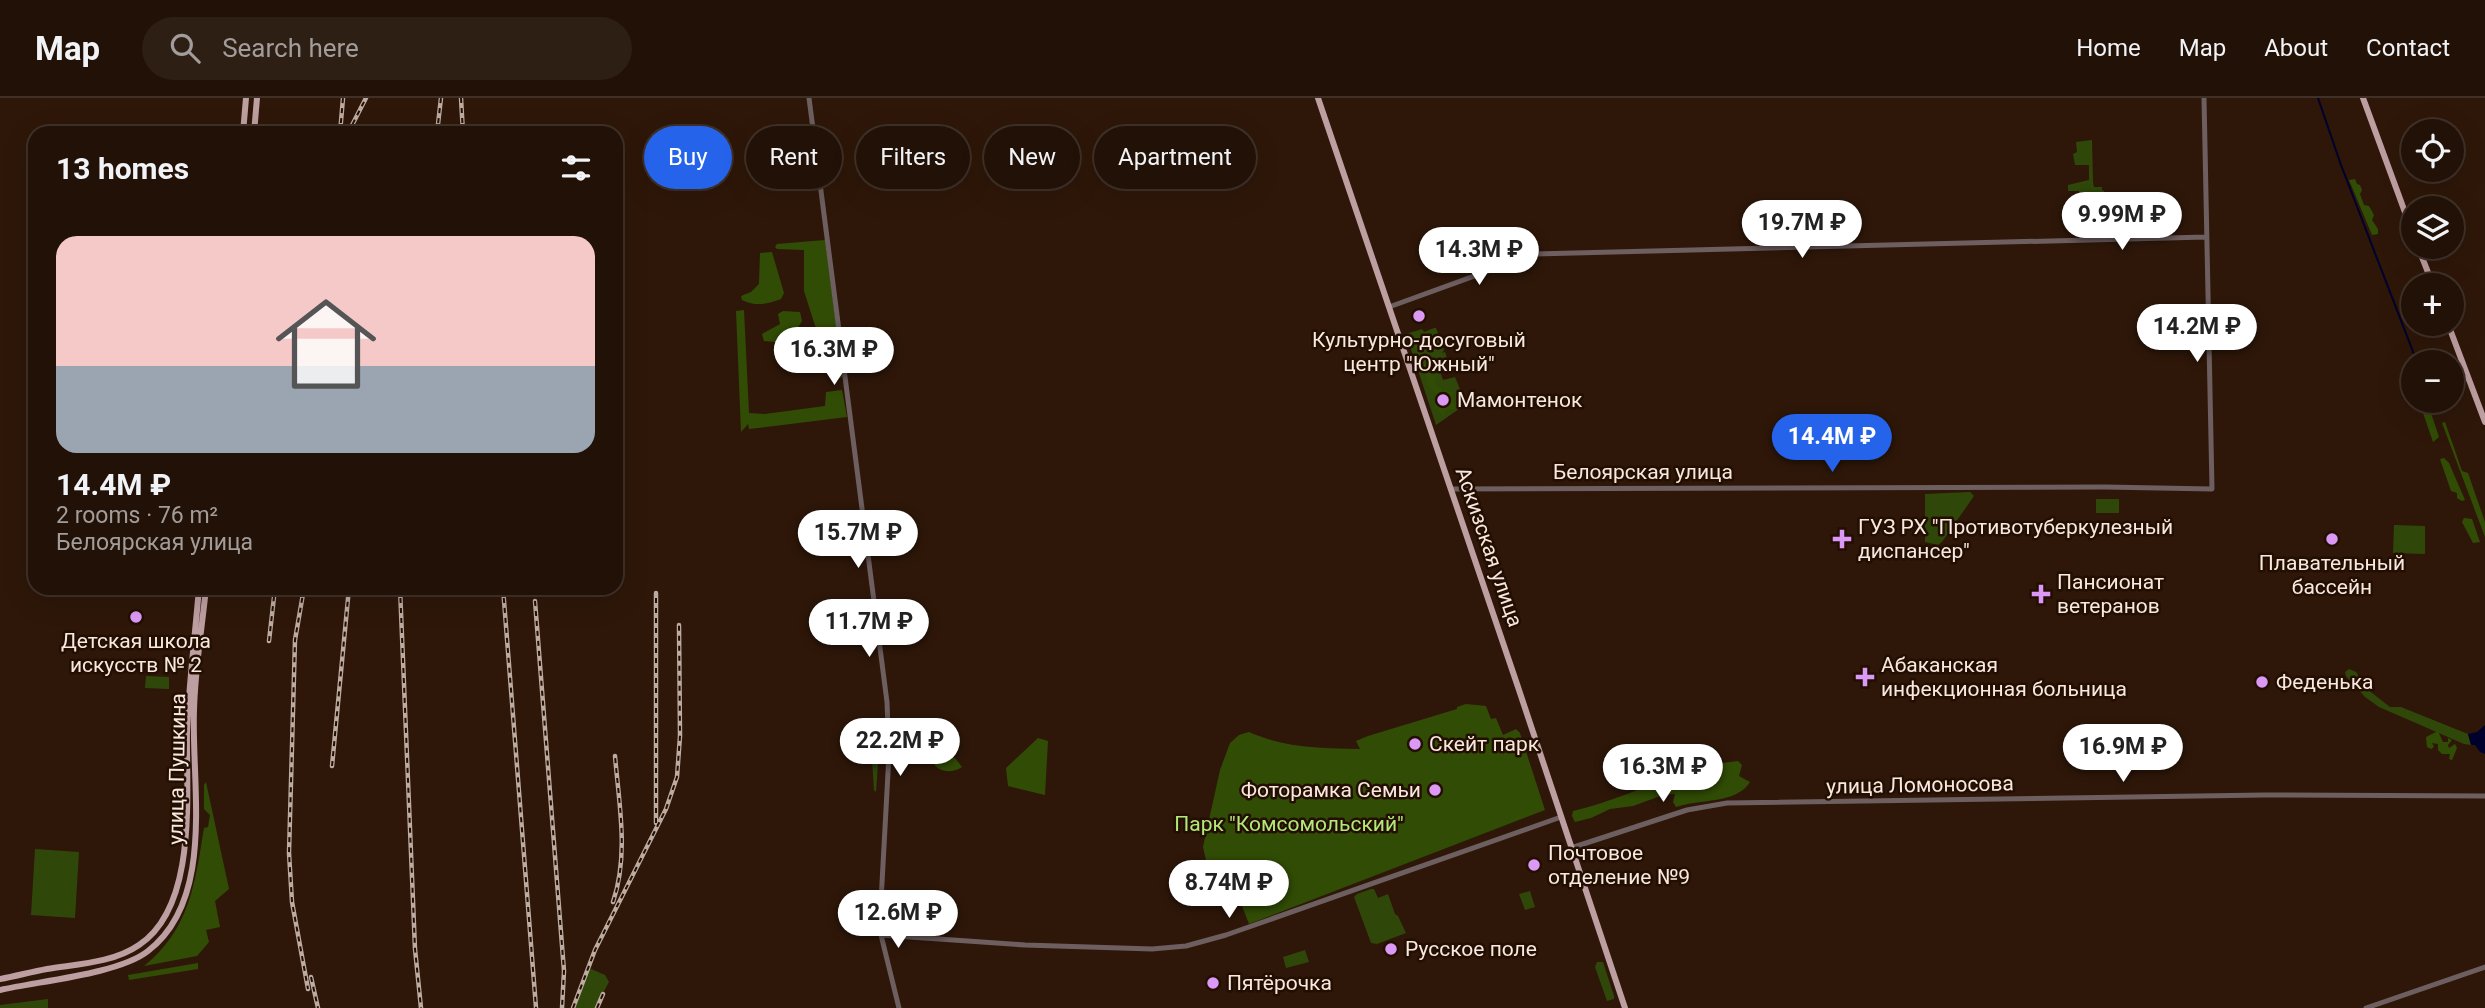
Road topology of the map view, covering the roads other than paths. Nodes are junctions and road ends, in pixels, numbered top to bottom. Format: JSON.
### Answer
{"nodes":[{"id":1,"x":246,"y":98,"type":"edge"},
{"id":2,"x":257,"y":98,"type":"edge"},
{"id":3,"x":809,"y":98,"type":"edge"},
{"id":4,"x":1318,"y":98,"type":"edge"},
{"id":5,"x":2204,"y":98,"type":"edge"},
{"id":6,"x":2363,"y":98,"type":"edge"},
{"id":7,"x":244,"y":126,"type":"edge"},
{"id":8,"x":255,"y":126,"type":"edge"},
{"id":9,"x":2401,"y":201,"type":"edge"},
{"id":10,"x":2206,"y":237,"type":"junction"},
{"id":11,"x":1389,"y":307,"type":"junction"},
{"id":12,"x":2453,"y":336,"type":"edge"},
{"id":13,"x":2485,"y":422,"type":"edge"},
{"id":14,"x":1451,"y":489,"type":"junction"},
{"id":15,"x":198,"y":595,"type":"edge"},
{"id":16,"x":205,"y":595,"type":"edge"},
{"id":17,"x":2485,"y":796,"type":"edge"},
{"id":18,"x":1561,"y":817,"type":"junction"},
{"id":19,"x":1571,"y":848,"type":"junction"},
{"id":20,"x":881,"y":935,"type":"junction"},
{"id":21,"x":2485,"y":967,"type":"edge"},
{"id":22,"x":0,"y":979,"type":"edge"},
{"id":23,"x":0,"y":990,"type":"edge"},
{"id":24,"x":900,"y":1008,"type":"edge"},
{"id":25,"x":1625,"y":1008,"type":"edge"},
{"id":26,"x":2366,"y":1008,"type":"edge"}],
"edges":[{"from":1,"to":7,"type":"main road"},
{"from":2,"to":8,"type":"main road"},
{"from":3,"to":20,"type":"street"},
{"from":4,"to":11,"type":"main road","name":"Аскизская улица"},
{"from":5,"to":10,"type":"street"},
{"from":6,"to":9,"type":"main road"},
{"from":10,"to":11,"type":"street"},
{"from":10,"to":14,"type":"street","name":"Белоярская улица"},
{"from":11,"to":14,"type":"main road","name":"Аскизская улица"},
{"from":12,"to":13,"type":"main road"},
{"from":14,"to":18,"type":"main road","name":"Аскизская улица"},
{"from":15,"to":22,"type":"main road","name":"улица Пушкина"},
{"from":16,"to":23,"type":"main road","name":"улица Пушкина"},
{"from":17,"to":19,"type":"street","name":"улица Ломоносова"},
{"from":18,"to":19,"type":"main road","name":"Аскизская улица"},
{"from":18,"to":20,"type":"street"},
{"from":19,"to":25,"type":"main road","name":"Аскизская улица"},
{"from":20,"to":24,"type":"street"},
{"from":21,"to":26,"type":"street"}]}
========
■ **WHAT YOU WILL DO**: Please reproduce each entry exactly as given and omit the pictures.

■ **EXERCISE ANSWER**:
Road topology of the map view, covering the roads other than paths. Nodes are junctions and road ends, in pixels, numbered top to bottom. Format: JSON.
### Answer
{"nodes":[{"id":1,"x":246,"y":98,"type":"edge"},
{"id":2,"x":257,"y":98,"type":"edge"},
{"id":3,"x":809,"y":98,"type":"edge"},
{"id":4,"x":1318,"y":98,"type":"edge"},
{"id":5,"x":2204,"y":98,"type":"edge"},
{"id":6,"x":2363,"y":98,"type":"edge"},
{"id":7,"x":244,"y":126,"type":"edge"},
{"id":8,"x":255,"y":126,"type":"edge"},
{"id":9,"x":2401,"y":201,"type":"edge"},
{"id":10,"x":2206,"y":237,"type":"junction"},
{"id":11,"x":1389,"y":307,"type":"junction"},
{"id":12,"x":2453,"y":336,"type":"edge"},
{"id":13,"x":2485,"y":422,"type":"edge"},
{"id":14,"x":1451,"y":489,"type":"junction"},
{"id":15,"x":198,"y":595,"type":"edge"},
{"id":16,"x":205,"y":595,"type":"edge"},
{"id":17,"x":2485,"y":796,"type":"edge"},
{"id":18,"x":1561,"y":817,"type":"junction"},
{"id":19,"x":1571,"y":848,"type":"junction"},
{"id":20,"x":881,"y":935,"type":"junction"},
{"id":21,"x":2485,"y":967,"type":"edge"},
{"id":22,"x":0,"y":979,"type":"edge"},
{"id":23,"x":0,"y":990,"type":"edge"},
{"id":24,"x":900,"y":1008,"type":"edge"},
{"id":25,"x":1625,"y":1008,"type":"edge"},
{"id":26,"x":2366,"y":1008,"type":"edge"}],
"edges":[{"from":1,"to":7,"type":"main road"},
{"from":2,"to":8,"type":"main road"},
{"from":3,"to":20,"type":"street"},
{"from":4,"to":11,"type":"main road","name":"Аскизская улица"},
{"from":5,"to":10,"type":"street"},
{"from":6,"to":9,"type":"main road"},
{"from":10,"to":11,"type":"street"},
{"from":10,"to":14,"type":"street","name":"Белоярская улица"},
{"from":11,"to":14,"type":"main road","name":"Аскизская улица"},
{"from":12,"to":13,"type":"main road"},
{"from":14,"to":18,"type":"main road","name":"Аскизская улица"},
{"from":15,"to":22,"type":"main road","name":"улица Пушкина"},
{"from":16,"to":23,"type":"main road","name":"улица Пушкина"},
{"from":17,"to":19,"type":"street","name":"улица Ломоносова"},
{"from":18,"to":19,"type":"main road","name":"Аскизская улица"},
{"from":18,"to":20,"type":"street"},
{"from":19,"to":25,"type":"main road","name":"Аскизская улица"},
{"from":20,"to":24,"type":"street"},
{"from":21,"to":26,"type":"street"}]}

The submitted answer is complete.